DATA IN THIS EXERCISE: Begin
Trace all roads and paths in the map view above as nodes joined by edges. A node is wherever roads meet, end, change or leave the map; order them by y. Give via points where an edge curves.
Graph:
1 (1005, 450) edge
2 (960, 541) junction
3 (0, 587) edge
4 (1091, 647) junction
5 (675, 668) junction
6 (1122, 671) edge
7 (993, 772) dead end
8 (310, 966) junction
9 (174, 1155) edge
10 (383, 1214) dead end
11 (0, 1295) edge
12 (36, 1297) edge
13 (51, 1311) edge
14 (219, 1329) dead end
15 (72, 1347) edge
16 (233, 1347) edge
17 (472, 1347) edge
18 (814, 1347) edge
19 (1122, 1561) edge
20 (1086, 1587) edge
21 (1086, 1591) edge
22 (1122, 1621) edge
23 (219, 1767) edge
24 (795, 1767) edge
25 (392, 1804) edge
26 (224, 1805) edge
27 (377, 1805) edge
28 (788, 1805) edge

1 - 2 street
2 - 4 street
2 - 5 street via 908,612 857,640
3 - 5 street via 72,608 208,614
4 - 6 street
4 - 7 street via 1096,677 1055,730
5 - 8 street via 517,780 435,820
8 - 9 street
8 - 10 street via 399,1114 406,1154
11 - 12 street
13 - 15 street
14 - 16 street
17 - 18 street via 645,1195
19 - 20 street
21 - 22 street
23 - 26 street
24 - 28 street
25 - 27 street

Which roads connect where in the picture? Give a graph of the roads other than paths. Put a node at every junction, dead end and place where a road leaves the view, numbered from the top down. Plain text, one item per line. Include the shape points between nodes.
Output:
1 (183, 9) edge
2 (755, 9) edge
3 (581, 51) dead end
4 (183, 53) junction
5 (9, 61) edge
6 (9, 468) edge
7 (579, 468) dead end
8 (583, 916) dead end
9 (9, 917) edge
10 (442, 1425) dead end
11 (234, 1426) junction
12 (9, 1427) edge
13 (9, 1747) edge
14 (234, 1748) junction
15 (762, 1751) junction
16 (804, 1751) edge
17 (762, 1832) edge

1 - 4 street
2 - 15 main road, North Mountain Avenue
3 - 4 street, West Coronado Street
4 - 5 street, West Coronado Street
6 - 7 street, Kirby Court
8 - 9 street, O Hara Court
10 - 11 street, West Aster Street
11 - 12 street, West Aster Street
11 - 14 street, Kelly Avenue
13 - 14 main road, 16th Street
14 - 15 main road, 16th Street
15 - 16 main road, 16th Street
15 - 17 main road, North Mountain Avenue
DATA IN THIS EXERCISE: End
● **WORK TO COMPLETE**
Retype the data exactly.

● **EXERCISE ANSWER**
Trace all roads and paths in the map view above as nodes joined by edges. A node is wherever roads meet, end, change or leave the map; order them by y. Give via points where an edge curves.
Graph:
1 (1005, 450) edge
2 (960, 541) junction
3 (0, 587) edge
4 (1091, 647) junction
5 (675, 668) junction
6 (1122, 671) edge
7 (993, 772) dead end
8 (310, 966) junction
9 (174, 1155) edge
10 (383, 1214) dead end
11 (0, 1295) edge
12 (36, 1297) edge
13 (51, 1311) edge
14 (219, 1329) dead end
15 (72, 1347) edge
16 (233, 1347) edge
17 (472, 1347) edge
18 (814, 1347) edge
19 (1122, 1561) edge
20 (1086, 1587) edge
21 (1086, 1591) edge
22 (1122, 1621) edge
23 (219, 1767) edge
24 (795, 1767) edge
25 (392, 1804) edge
26 (224, 1805) edge
27 (377, 1805) edge
28 (788, 1805) edge

1 - 2 street
2 - 4 street
2 - 5 street via 908,612 857,640
3 - 5 street via 72,608 208,614
4 - 6 street
4 - 7 street via 1096,677 1055,730
5 - 8 street via 517,780 435,820
8 - 9 street
8 - 10 street via 399,1114 406,1154
11 - 12 street
13 - 15 street
14 - 16 street
17 - 18 street via 645,1195
19 - 20 street
21 - 22 street
23 - 26 street
24 - 28 street
25 - 27 street

Which roads connect where in the picture? Give a graph of the roads other than paths. Put a node at every junction, dead end and place where a road leaves the view, numbered from the top down. Plain text, one item per line. Include the shape points between nodes.
Output:
1 (183, 9) edge
2 (755, 9) edge
3 (581, 51) dead end
4 (183, 53) junction
5 (9, 61) edge
6 (9, 468) edge
7 (579, 468) dead end
8 (583, 916) dead end
9 (9, 917) edge
10 (442, 1425) dead end
11 (234, 1426) junction
12 (9, 1427) edge
13 (9, 1747) edge
14 (234, 1748) junction
15 (762, 1751) junction
16 (804, 1751) edge
17 (762, 1832) edge

1 - 4 street
2 - 15 main road, North Mountain Avenue
3 - 4 street, West Coronado Street
4 - 5 street, West Coronado Street
6 - 7 street, Kirby Court
8 - 9 street, O Hara Court
10 - 11 street, West Aster Street
11 - 12 street, West Aster Street
11 - 14 street, Kelly Avenue
13 - 14 main road, 16th Street
14 - 15 main road, 16th Street
15 - 16 main road, 16th Street
15 - 17 main road, North Mountain Avenue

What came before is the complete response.